_WHAT THE TASK REQUIRES_
Among the entries below, how many lines hold the word "graph"? Reply with the number only.

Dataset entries
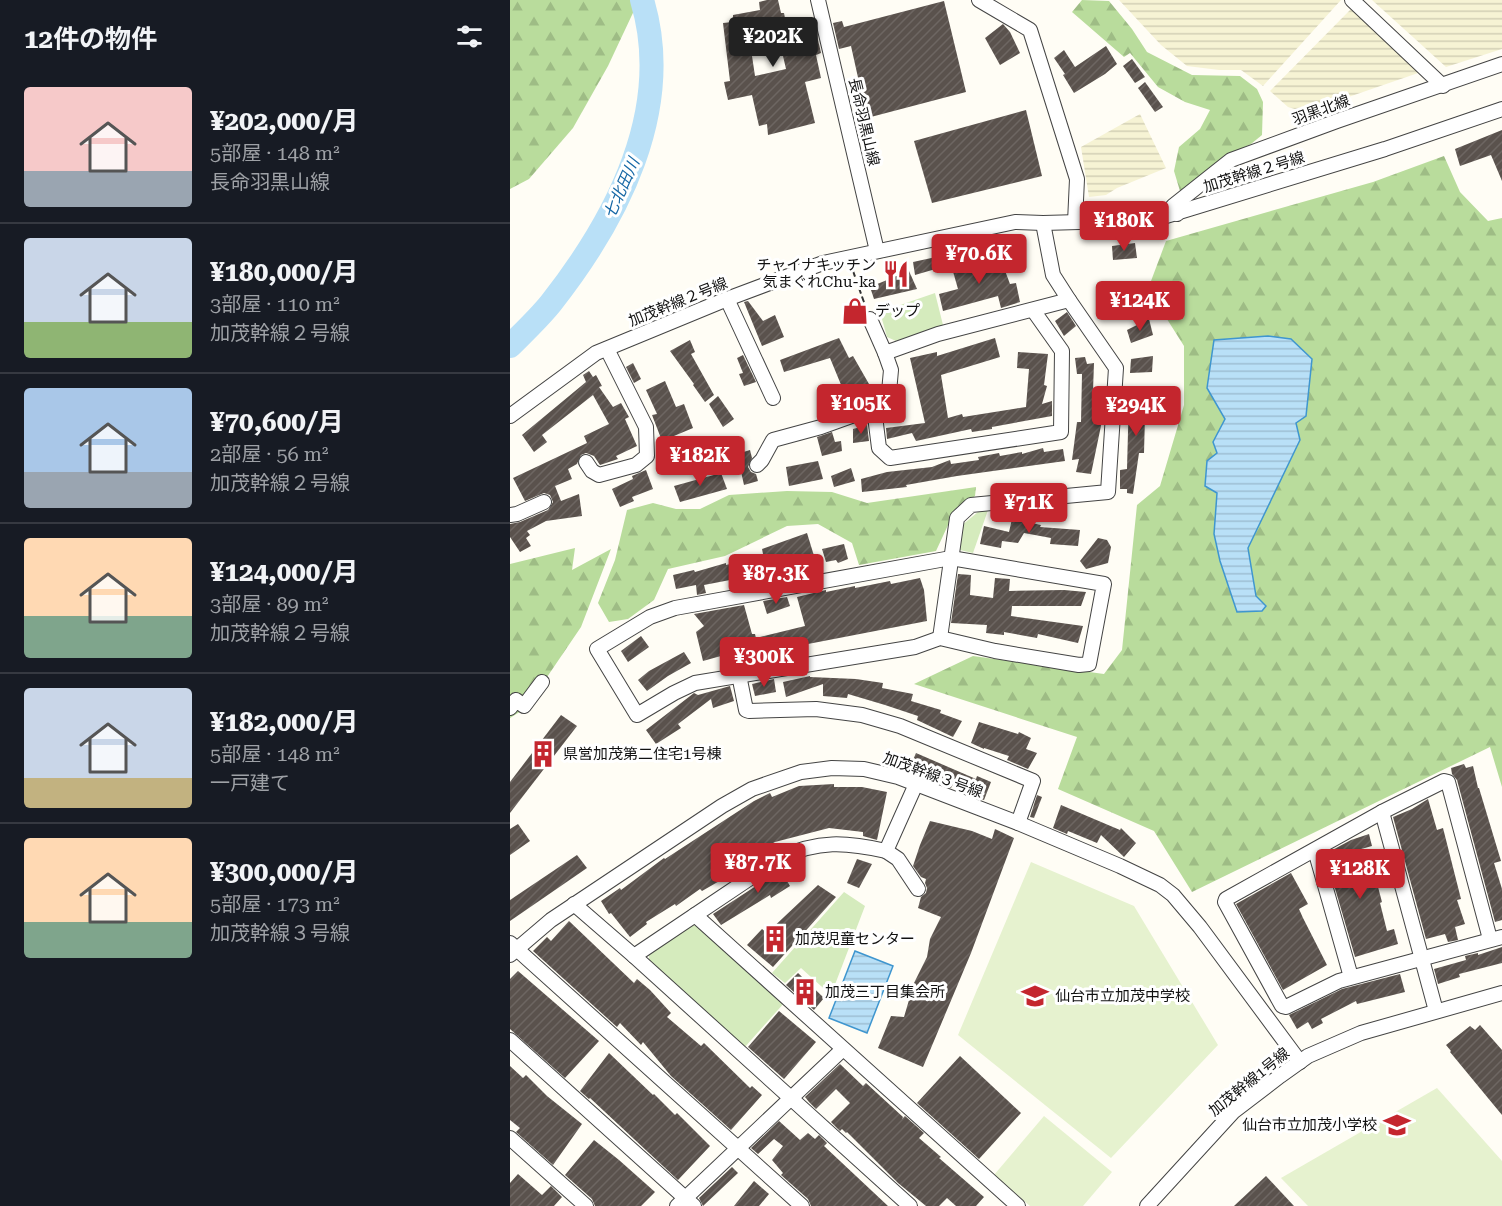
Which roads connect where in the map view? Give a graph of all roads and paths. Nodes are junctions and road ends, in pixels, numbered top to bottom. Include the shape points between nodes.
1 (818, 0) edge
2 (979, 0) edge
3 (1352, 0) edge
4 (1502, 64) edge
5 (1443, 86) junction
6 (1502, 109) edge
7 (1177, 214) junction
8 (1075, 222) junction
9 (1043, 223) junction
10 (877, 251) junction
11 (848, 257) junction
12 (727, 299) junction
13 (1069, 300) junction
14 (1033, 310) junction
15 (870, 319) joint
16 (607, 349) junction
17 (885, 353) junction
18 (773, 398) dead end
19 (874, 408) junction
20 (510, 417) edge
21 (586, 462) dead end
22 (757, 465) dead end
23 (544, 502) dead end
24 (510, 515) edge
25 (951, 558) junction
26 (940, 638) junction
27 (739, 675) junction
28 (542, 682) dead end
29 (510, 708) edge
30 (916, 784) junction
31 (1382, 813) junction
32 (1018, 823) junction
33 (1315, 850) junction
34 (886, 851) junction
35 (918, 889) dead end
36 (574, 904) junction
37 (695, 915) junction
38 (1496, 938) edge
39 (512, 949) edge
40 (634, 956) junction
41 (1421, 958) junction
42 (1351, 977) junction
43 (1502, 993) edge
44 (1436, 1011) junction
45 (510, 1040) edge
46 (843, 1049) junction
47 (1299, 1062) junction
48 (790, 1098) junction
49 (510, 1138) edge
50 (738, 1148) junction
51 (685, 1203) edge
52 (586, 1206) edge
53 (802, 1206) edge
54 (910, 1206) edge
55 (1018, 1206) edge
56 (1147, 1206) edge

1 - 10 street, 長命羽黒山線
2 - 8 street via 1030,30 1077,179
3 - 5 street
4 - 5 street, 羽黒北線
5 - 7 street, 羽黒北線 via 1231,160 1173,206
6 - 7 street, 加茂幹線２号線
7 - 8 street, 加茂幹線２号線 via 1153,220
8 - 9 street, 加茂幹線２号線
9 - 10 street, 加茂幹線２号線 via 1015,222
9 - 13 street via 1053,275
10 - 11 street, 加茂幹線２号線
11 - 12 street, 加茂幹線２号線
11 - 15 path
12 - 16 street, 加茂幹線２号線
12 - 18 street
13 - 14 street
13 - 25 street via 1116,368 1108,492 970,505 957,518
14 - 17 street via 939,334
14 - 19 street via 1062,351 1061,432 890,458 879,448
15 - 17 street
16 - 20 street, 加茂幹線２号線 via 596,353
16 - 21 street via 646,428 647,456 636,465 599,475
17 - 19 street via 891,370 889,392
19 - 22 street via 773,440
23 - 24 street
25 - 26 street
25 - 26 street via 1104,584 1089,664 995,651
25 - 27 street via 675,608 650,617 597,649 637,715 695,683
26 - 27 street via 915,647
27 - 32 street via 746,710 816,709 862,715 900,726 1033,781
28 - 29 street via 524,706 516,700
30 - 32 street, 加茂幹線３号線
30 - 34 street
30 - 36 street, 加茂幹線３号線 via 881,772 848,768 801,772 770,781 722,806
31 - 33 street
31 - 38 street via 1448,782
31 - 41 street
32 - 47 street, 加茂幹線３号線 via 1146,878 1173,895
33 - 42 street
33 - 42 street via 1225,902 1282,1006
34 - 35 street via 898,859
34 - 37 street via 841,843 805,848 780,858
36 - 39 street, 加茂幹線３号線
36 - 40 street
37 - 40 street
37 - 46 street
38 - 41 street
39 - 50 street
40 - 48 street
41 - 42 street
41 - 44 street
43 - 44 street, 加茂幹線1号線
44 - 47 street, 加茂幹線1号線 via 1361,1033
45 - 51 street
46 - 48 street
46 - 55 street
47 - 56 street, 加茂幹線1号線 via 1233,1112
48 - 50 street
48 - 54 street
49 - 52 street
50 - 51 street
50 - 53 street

...

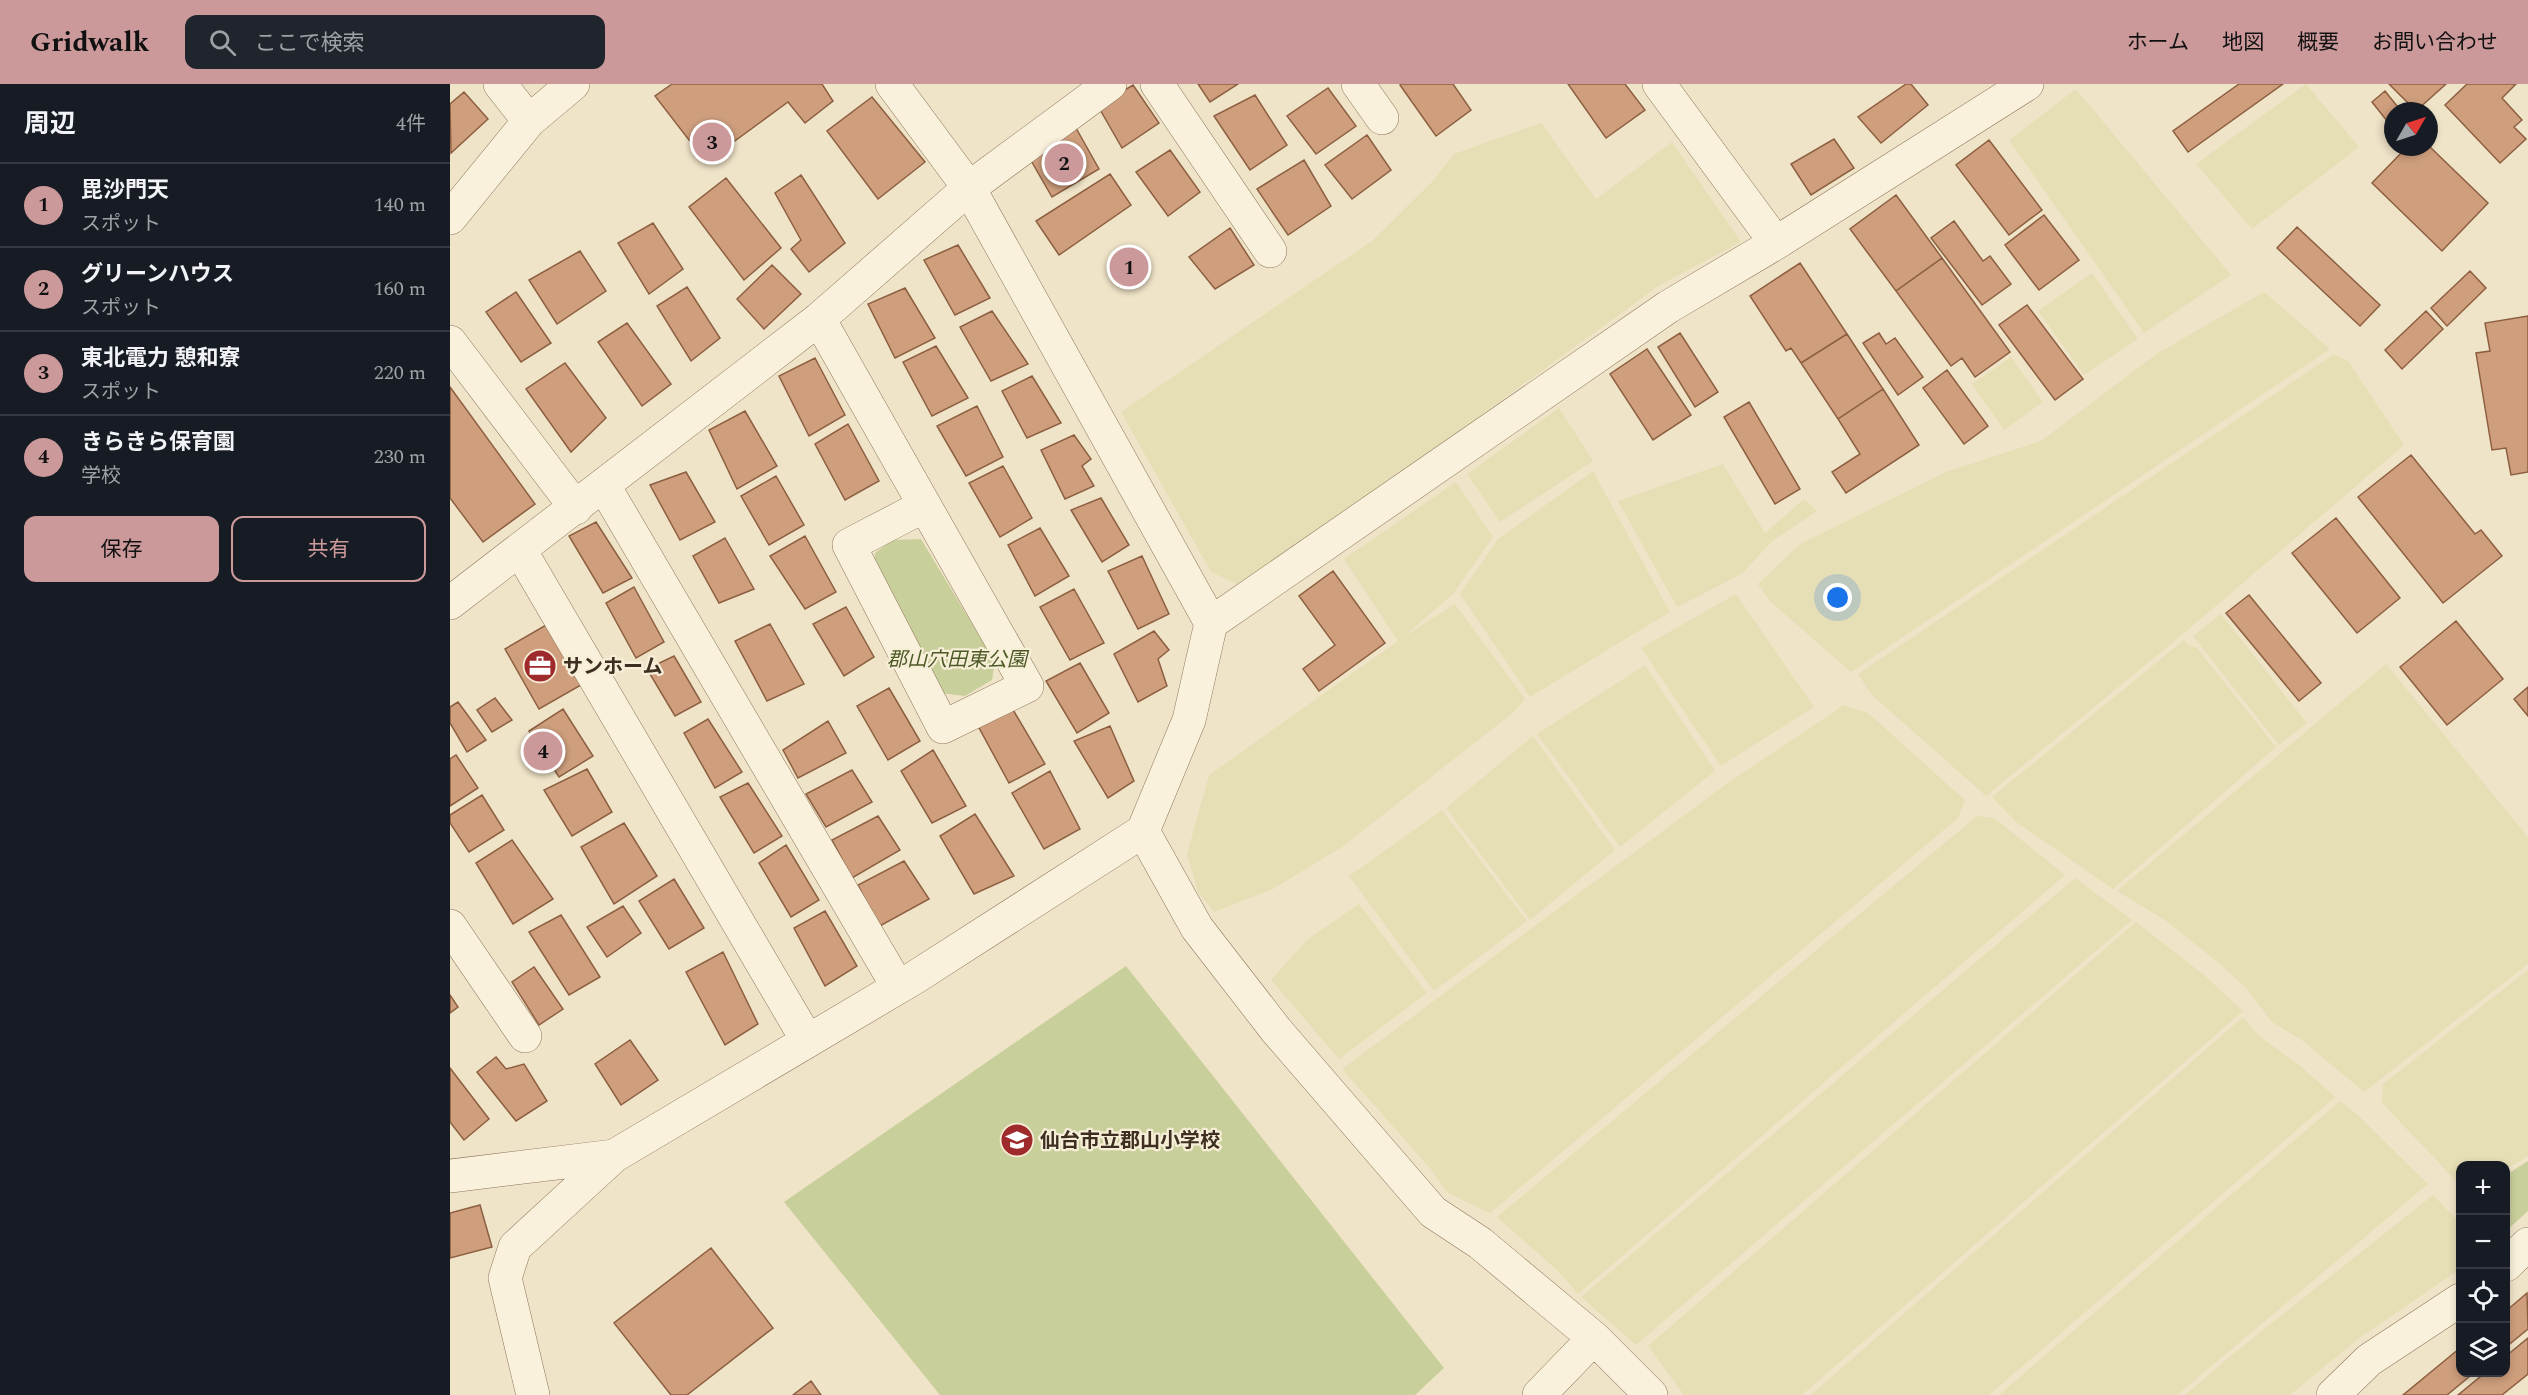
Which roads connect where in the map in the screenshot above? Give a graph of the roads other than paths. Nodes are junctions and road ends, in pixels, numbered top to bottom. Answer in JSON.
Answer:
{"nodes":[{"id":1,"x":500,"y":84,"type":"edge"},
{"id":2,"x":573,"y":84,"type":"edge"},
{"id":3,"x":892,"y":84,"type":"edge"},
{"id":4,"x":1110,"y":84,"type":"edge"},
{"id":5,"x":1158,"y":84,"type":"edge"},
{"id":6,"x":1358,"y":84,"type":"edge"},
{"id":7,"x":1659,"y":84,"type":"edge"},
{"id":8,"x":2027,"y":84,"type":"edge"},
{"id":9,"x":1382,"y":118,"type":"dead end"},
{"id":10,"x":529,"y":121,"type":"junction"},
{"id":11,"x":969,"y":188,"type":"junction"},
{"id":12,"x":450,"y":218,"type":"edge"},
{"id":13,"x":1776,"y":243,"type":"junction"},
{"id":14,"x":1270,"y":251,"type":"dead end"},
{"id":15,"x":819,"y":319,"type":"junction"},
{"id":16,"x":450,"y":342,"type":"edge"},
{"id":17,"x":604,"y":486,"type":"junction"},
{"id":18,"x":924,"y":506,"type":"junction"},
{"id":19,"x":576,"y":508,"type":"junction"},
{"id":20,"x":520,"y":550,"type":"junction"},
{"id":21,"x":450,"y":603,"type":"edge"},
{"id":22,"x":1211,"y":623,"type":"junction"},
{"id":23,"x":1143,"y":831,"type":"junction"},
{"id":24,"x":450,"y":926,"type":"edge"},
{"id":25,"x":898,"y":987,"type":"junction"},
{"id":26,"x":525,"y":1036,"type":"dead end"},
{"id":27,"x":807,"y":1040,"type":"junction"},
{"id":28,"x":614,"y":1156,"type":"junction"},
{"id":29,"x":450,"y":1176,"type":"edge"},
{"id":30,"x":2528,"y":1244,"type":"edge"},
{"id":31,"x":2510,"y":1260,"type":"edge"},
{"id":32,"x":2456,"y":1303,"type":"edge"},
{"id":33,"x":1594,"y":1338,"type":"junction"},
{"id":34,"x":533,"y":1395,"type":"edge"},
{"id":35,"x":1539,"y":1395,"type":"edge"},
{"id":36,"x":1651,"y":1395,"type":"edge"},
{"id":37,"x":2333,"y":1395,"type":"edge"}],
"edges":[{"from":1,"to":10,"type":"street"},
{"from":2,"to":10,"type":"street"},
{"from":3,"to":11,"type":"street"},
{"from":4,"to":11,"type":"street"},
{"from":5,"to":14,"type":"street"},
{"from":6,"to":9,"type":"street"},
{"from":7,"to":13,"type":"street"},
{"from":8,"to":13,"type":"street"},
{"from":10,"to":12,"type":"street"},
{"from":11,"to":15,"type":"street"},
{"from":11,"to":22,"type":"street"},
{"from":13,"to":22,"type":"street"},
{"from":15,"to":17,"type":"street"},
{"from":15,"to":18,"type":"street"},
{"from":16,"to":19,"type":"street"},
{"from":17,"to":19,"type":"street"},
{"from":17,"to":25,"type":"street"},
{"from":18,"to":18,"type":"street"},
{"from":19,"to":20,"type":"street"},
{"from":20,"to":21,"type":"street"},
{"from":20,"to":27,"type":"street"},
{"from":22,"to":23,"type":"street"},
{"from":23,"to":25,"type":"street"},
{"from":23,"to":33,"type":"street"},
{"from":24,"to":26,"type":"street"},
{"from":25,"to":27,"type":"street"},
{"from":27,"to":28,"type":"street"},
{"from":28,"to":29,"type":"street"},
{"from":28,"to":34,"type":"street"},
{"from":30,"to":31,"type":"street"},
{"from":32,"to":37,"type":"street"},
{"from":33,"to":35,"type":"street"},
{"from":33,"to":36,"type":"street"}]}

_SOLUTION_
2